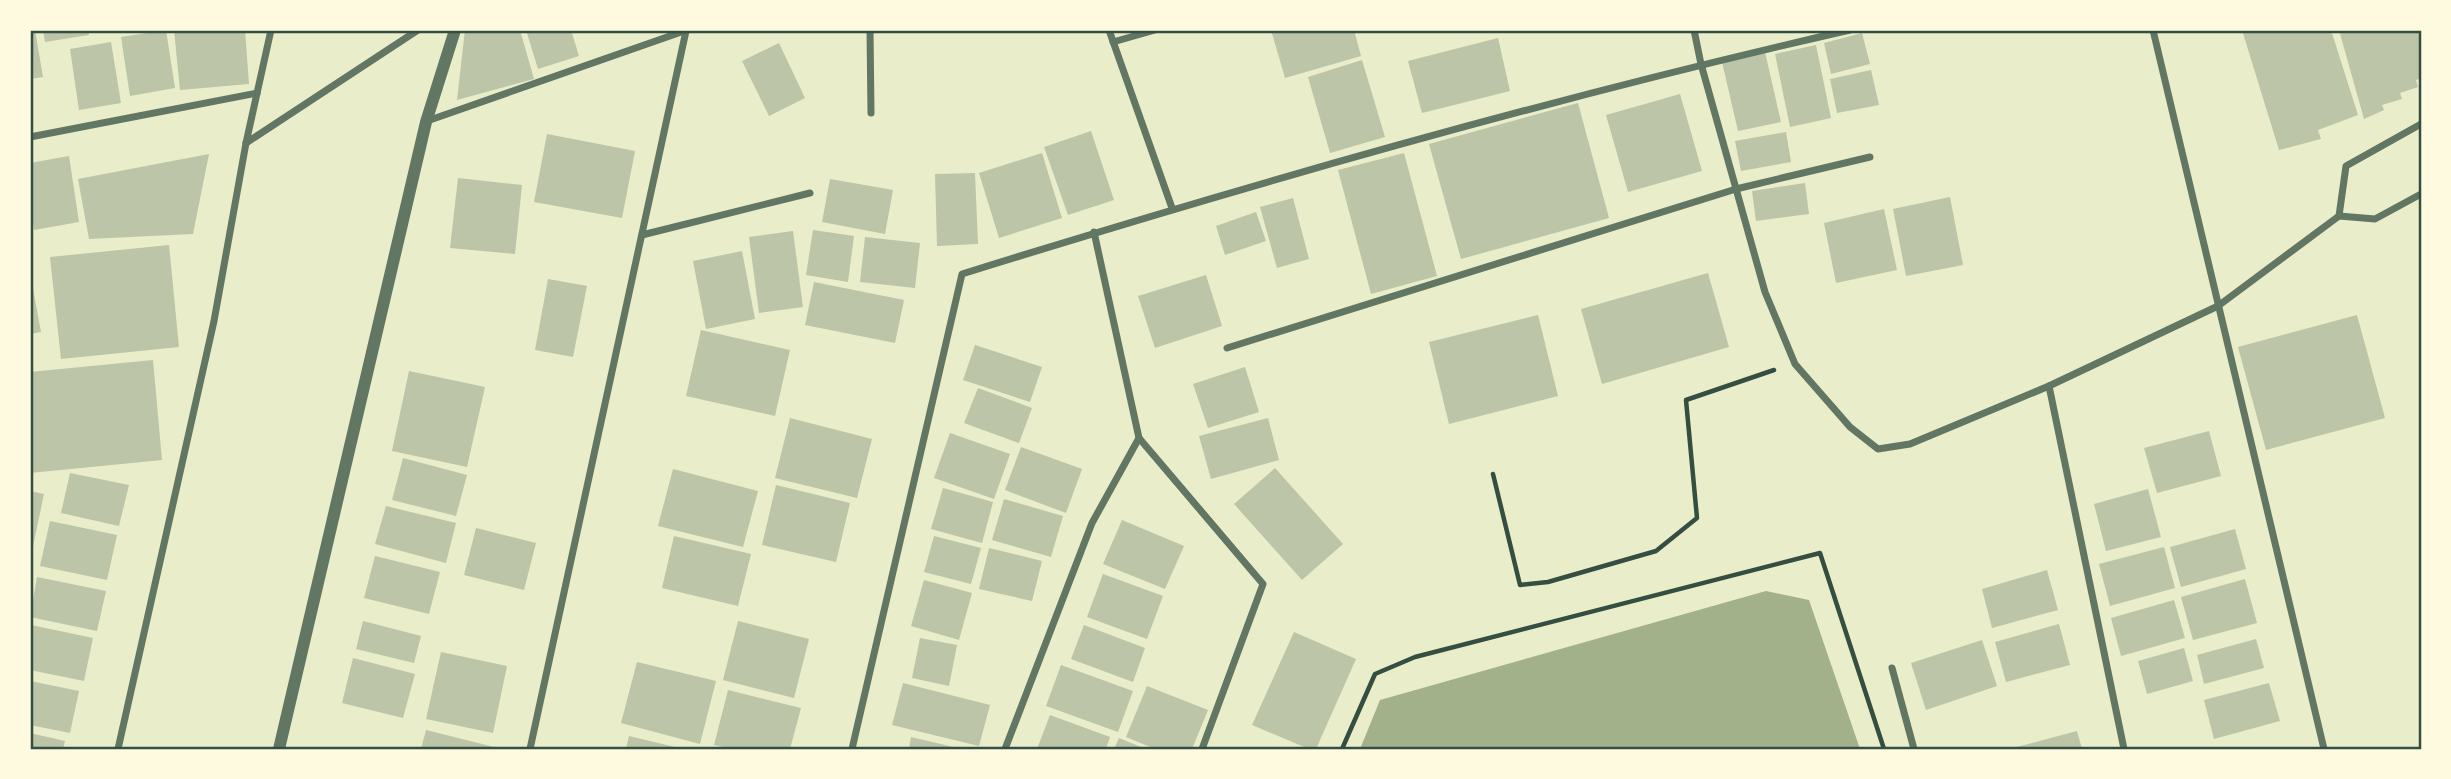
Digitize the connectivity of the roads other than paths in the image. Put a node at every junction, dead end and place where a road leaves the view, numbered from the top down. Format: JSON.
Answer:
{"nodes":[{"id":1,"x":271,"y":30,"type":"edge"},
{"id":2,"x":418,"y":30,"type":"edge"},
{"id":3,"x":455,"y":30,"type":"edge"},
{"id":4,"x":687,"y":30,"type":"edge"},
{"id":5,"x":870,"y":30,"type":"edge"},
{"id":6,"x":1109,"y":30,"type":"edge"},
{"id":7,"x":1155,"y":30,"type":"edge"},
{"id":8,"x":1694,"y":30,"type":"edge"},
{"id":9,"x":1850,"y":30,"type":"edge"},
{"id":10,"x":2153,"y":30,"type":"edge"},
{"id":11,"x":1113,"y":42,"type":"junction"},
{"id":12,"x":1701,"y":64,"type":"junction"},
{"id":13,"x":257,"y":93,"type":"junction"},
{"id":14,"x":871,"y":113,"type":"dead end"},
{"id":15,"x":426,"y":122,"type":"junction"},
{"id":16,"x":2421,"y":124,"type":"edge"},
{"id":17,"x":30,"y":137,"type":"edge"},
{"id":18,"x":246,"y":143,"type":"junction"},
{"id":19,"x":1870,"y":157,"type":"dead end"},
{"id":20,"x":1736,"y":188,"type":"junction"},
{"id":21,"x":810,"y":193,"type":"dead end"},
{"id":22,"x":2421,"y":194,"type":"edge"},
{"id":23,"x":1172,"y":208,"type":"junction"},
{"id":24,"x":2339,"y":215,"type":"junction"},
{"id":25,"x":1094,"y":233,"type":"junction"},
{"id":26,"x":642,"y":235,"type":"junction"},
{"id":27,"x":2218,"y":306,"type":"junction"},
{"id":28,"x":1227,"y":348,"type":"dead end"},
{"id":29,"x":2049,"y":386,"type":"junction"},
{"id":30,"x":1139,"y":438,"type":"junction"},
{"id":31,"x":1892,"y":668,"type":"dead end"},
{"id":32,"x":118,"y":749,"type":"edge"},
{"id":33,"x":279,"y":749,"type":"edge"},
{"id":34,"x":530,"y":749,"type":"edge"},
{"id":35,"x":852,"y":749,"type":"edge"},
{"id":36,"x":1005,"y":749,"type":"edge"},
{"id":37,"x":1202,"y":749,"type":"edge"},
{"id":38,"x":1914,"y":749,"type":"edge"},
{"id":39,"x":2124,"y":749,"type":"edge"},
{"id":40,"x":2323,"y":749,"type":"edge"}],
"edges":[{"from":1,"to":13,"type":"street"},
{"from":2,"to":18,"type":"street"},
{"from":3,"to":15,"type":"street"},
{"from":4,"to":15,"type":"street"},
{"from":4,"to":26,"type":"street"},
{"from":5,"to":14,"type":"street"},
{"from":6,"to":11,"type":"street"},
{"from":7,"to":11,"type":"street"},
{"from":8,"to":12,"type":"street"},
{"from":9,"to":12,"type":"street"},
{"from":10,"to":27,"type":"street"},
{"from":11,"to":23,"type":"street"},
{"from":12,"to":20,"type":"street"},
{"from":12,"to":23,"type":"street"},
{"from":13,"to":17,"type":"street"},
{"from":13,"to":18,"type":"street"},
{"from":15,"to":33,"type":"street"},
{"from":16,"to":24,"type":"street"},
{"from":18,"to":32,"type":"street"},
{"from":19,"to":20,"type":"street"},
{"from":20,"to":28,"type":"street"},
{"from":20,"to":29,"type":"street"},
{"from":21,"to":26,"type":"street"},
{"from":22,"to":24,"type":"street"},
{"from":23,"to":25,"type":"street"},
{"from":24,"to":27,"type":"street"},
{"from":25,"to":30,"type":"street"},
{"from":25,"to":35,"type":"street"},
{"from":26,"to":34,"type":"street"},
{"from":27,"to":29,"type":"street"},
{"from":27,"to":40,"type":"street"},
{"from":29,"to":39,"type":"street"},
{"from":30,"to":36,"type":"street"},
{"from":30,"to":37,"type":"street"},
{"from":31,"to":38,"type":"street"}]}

◇ ◇ ◇ ◇ ◇ ◇ ◇

- [The task]: In your copy of the material, match every word exactly and include no pictures.

- [Task answer]:
Digitize the connectivity of the roads other than paths in the image. Put a node at every junction, dead end and place where a road leaves the view, numbered from the top down. Format: JSON.
Answer:
{"nodes":[{"id":1,"x":271,"y":30,"type":"edge"},
{"id":2,"x":418,"y":30,"type":"edge"},
{"id":3,"x":455,"y":30,"type":"edge"},
{"id":4,"x":687,"y":30,"type":"edge"},
{"id":5,"x":870,"y":30,"type":"edge"},
{"id":6,"x":1109,"y":30,"type":"edge"},
{"id":7,"x":1155,"y":30,"type":"edge"},
{"id":8,"x":1694,"y":30,"type":"edge"},
{"id":9,"x":1850,"y":30,"type":"edge"},
{"id":10,"x":2153,"y":30,"type":"edge"},
{"id":11,"x":1113,"y":42,"type":"junction"},
{"id":12,"x":1701,"y":64,"type":"junction"},
{"id":13,"x":257,"y":93,"type":"junction"},
{"id":14,"x":871,"y":113,"type":"dead end"},
{"id":15,"x":426,"y":122,"type":"junction"},
{"id":16,"x":2421,"y":124,"type":"edge"},
{"id":17,"x":30,"y":137,"type":"edge"},
{"id":18,"x":246,"y":143,"type":"junction"},
{"id":19,"x":1870,"y":157,"type":"dead end"},
{"id":20,"x":1736,"y":188,"type":"junction"},
{"id":21,"x":810,"y":193,"type":"dead end"},
{"id":22,"x":2421,"y":194,"type":"edge"},
{"id":23,"x":1172,"y":208,"type":"junction"},
{"id":24,"x":2339,"y":215,"type":"junction"},
{"id":25,"x":1094,"y":233,"type":"junction"},
{"id":26,"x":642,"y":235,"type":"junction"},
{"id":27,"x":2218,"y":306,"type":"junction"},
{"id":28,"x":1227,"y":348,"type":"dead end"},
{"id":29,"x":2049,"y":386,"type":"junction"},
{"id":30,"x":1139,"y":438,"type":"junction"},
{"id":31,"x":1892,"y":668,"type":"dead end"},
{"id":32,"x":118,"y":749,"type":"edge"},
{"id":33,"x":279,"y":749,"type":"edge"},
{"id":34,"x":530,"y":749,"type":"edge"},
{"id":35,"x":852,"y":749,"type":"edge"},
{"id":36,"x":1005,"y":749,"type":"edge"},
{"id":37,"x":1202,"y":749,"type":"edge"},
{"id":38,"x":1914,"y":749,"type":"edge"},
{"id":39,"x":2124,"y":749,"type":"edge"},
{"id":40,"x":2323,"y":749,"type":"edge"}],
"edges":[{"from":1,"to":13,"type":"street"},
{"from":2,"to":18,"type":"street"},
{"from":3,"to":15,"type":"street"},
{"from":4,"to":15,"type":"street"},
{"from":4,"to":26,"type":"street"},
{"from":5,"to":14,"type":"street"},
{"from":6,"to":11,"type":"street"},
{"from":7,"to":11,"type":"street"},
{"from":8,"to":12,"type":"street"},
{"from":9,"to":12,"type":"street"},
{"from":10,"to":27,"type":"street"},
{"from":11,"to":23,"type":"street"},
{"from":12,"to":20,"type":"street"},
{"from":12,"to":23,"type":"street"},
{"from":13,"to":17,"type":"street"},
{"from":13,"to":18,"type":"street"},
{"from":15,"to":33,"type":"street"},
{"from":16,"to":24,"type":"street"},
{"from":18,"to":32,"type":"street"},
{"from":19,"to":20,"type":"street"},
{"from":20,"to":28,"type":"street"},
{"from":20,"to":29,"type":"street"},
{"from":21,"to":26,"type":"street"},
{"from":22,"to":24,"type":"street"},
{"from":23,"to":25,"type":"street"},
{"from":24,"to":27,"type":"street"},
{"from":25,"to":30,"type":"street"},
{"from":25,"to":35,"type":"street"},
{"from":26,"to":34,"type":"street"},
{"from":27,"to":29,"type":"street"},
{"from":27,"to":40,"type":"street"},
{"from":29,"to":39,"type":"street"},
{"from":30,"to":36,"type":"street"},
{"from":30,"to":37,"type":"street"},
{"from":31,"to":38,"type":"street"}]}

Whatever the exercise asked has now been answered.